-- Opening Marker --
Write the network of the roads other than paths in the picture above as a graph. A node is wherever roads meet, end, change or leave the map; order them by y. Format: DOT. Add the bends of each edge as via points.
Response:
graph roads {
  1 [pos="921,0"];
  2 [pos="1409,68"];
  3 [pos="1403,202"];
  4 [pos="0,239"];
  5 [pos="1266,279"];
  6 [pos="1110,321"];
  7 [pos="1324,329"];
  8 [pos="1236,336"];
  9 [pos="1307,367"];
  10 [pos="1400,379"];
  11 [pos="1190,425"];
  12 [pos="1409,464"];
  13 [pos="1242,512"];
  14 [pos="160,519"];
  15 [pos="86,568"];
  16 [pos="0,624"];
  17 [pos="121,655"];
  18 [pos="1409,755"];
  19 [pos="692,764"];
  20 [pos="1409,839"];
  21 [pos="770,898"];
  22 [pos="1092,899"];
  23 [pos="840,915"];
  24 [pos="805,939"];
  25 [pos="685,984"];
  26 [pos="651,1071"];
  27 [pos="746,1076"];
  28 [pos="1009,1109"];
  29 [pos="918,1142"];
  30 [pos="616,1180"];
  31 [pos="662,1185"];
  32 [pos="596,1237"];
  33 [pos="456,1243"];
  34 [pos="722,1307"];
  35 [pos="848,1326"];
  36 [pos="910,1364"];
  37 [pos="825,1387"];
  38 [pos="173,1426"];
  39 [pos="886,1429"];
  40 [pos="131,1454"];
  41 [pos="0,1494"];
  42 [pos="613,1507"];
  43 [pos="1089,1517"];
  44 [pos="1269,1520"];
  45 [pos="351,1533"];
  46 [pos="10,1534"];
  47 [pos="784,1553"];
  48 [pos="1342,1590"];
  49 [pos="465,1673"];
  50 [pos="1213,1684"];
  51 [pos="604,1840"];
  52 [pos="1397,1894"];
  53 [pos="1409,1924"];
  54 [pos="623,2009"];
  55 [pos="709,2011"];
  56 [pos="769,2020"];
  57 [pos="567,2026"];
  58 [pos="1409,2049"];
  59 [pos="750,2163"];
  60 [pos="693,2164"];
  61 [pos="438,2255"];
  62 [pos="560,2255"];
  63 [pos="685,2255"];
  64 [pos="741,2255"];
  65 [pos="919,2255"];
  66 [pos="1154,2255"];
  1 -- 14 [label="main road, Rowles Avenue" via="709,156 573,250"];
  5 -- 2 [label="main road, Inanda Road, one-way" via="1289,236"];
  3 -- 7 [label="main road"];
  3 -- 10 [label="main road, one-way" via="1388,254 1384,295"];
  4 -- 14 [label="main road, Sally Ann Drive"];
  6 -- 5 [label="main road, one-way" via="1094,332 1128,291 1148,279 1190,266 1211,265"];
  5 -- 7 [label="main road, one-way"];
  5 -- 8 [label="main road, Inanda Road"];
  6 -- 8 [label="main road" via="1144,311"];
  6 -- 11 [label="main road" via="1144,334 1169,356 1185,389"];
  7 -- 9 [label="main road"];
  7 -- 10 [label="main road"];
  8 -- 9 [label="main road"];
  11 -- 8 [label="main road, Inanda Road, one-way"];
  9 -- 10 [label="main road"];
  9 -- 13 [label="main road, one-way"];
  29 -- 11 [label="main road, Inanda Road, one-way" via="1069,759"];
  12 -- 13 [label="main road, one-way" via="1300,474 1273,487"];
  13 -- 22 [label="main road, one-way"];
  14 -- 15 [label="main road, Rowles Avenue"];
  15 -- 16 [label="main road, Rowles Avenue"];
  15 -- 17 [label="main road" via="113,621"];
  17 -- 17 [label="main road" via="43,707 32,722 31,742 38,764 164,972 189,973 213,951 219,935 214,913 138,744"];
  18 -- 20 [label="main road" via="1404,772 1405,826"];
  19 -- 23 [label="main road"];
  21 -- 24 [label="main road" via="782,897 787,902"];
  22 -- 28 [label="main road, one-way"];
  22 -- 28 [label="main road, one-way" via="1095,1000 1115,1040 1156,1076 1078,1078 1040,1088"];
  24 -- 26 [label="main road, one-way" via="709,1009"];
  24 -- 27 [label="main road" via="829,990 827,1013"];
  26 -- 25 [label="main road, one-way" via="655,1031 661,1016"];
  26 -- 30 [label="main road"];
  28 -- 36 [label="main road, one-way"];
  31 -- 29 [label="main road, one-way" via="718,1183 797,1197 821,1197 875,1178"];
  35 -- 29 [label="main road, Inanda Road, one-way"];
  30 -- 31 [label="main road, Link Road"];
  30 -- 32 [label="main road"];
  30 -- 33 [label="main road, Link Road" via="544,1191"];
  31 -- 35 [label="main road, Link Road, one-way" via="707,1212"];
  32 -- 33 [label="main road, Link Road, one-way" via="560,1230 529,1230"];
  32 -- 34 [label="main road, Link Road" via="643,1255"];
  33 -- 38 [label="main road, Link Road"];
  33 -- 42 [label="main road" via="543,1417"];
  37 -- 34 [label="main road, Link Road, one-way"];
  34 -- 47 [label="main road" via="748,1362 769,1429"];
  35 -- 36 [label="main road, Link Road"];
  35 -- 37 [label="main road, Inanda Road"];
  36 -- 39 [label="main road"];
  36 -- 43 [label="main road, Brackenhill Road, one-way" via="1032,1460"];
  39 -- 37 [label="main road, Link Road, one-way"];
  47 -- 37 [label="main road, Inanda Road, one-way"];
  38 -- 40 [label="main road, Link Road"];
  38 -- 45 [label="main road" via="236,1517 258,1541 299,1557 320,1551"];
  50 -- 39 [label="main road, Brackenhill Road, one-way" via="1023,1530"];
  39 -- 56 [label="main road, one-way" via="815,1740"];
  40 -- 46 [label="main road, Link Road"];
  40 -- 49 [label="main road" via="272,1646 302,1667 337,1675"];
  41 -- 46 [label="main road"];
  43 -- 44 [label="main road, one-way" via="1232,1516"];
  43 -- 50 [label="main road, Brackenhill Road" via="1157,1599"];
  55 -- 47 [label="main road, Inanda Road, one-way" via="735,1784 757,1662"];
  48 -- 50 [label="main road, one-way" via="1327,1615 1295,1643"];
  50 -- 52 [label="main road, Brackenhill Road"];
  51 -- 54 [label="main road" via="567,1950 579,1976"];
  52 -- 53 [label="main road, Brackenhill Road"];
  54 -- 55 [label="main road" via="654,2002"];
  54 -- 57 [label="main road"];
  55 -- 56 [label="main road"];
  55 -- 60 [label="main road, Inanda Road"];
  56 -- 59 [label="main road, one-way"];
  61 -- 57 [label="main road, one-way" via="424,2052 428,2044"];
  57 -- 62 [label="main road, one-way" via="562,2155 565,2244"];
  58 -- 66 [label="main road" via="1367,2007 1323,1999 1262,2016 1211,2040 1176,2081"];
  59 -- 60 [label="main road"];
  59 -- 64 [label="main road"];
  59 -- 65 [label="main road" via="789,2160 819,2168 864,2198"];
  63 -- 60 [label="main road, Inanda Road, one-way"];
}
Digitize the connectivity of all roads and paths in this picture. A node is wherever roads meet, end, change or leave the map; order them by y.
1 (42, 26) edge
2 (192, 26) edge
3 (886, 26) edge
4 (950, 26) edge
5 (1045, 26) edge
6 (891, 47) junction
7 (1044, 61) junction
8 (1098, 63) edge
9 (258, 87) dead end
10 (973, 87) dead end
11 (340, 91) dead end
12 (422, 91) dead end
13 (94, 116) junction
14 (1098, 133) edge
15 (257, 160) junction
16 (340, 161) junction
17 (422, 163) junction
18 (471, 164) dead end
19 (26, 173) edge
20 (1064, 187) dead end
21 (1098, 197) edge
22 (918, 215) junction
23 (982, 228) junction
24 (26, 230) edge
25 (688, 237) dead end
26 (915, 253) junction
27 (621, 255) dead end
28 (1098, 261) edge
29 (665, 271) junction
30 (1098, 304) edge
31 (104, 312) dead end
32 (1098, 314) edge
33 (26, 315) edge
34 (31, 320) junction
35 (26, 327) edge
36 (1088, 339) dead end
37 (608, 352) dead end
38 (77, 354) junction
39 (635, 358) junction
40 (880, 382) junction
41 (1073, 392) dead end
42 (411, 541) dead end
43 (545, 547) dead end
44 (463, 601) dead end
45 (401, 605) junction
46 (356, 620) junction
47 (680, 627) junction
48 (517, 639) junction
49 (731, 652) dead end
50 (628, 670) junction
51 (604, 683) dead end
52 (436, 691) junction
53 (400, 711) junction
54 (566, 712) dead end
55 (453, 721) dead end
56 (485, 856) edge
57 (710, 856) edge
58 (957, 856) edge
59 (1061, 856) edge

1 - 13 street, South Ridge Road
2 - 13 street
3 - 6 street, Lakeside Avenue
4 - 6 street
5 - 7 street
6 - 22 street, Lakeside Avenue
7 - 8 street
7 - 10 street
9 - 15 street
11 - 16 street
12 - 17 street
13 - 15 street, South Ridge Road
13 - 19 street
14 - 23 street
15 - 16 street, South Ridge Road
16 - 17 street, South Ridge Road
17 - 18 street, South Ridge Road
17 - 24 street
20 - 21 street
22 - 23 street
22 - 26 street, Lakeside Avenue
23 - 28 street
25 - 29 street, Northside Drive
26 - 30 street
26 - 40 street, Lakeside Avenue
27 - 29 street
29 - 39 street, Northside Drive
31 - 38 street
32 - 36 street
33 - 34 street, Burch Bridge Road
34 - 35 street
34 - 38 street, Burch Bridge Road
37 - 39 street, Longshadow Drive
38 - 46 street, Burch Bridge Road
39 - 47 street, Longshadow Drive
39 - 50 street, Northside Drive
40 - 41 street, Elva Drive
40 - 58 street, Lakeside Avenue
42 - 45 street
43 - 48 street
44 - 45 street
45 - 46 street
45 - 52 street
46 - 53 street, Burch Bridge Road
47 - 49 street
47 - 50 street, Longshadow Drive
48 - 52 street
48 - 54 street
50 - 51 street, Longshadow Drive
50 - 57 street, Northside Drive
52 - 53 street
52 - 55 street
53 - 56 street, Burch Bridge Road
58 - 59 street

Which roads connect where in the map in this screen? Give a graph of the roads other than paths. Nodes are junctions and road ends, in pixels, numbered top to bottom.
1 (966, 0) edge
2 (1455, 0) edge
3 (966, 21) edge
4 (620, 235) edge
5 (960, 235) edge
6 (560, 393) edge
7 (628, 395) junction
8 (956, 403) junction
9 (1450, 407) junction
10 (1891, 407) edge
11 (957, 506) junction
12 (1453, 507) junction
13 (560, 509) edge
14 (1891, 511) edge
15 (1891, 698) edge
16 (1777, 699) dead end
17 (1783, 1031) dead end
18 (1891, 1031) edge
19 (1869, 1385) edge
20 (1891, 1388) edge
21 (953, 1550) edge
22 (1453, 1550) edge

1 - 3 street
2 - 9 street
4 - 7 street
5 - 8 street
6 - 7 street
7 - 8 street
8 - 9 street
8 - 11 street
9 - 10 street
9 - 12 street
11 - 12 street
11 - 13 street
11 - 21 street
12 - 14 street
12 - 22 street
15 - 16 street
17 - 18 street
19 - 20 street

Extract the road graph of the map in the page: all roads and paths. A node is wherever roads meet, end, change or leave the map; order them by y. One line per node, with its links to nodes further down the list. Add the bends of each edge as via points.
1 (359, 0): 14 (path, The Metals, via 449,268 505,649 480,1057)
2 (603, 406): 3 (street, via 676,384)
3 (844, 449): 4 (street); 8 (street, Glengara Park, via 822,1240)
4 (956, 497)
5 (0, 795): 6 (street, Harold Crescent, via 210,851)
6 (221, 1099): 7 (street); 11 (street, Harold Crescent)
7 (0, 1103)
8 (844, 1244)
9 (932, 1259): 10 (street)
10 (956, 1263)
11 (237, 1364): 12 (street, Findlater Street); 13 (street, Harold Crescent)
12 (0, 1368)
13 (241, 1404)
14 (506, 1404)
-- Closing Marker --
WORK TASK » All that is wanted is the set of lines from the one with "Extract the road" through the last line of the entries, both included, output exactly.

ANSWER SECTION »
Extract the road graph of the map in the page: all roads and paths. A node is wherever roads meet, end, change or leave the map; order them by y. One line per node, with its links to nodes further down the list. Add the bends of each edge as via points.
1 (359, 0): 14 (path, The Metals, via 449,268 505,649 480,1057)
2 (603, 406): 3 (street, via 676,384)
3 (844, 449): 4 (street); 8 (street, Glengara Park, via 822,1240)
4 (956, 497)
5 (0, 795): 6 (street, Harold Crescent, via 210,851)
6 (221, 1099): 7 (street); 11 (street, Harold Crescent)
7 (0, 1103)
8 (844, 1244)
9 (932, 1259): 10 (street)
10 (956, 1263)
11 (237, 1364): 12 (street, Findlater Street); 13 (street, Harold Crescent)
12 (0, 1368)
13 (241, 1404)
14 (506, 1404)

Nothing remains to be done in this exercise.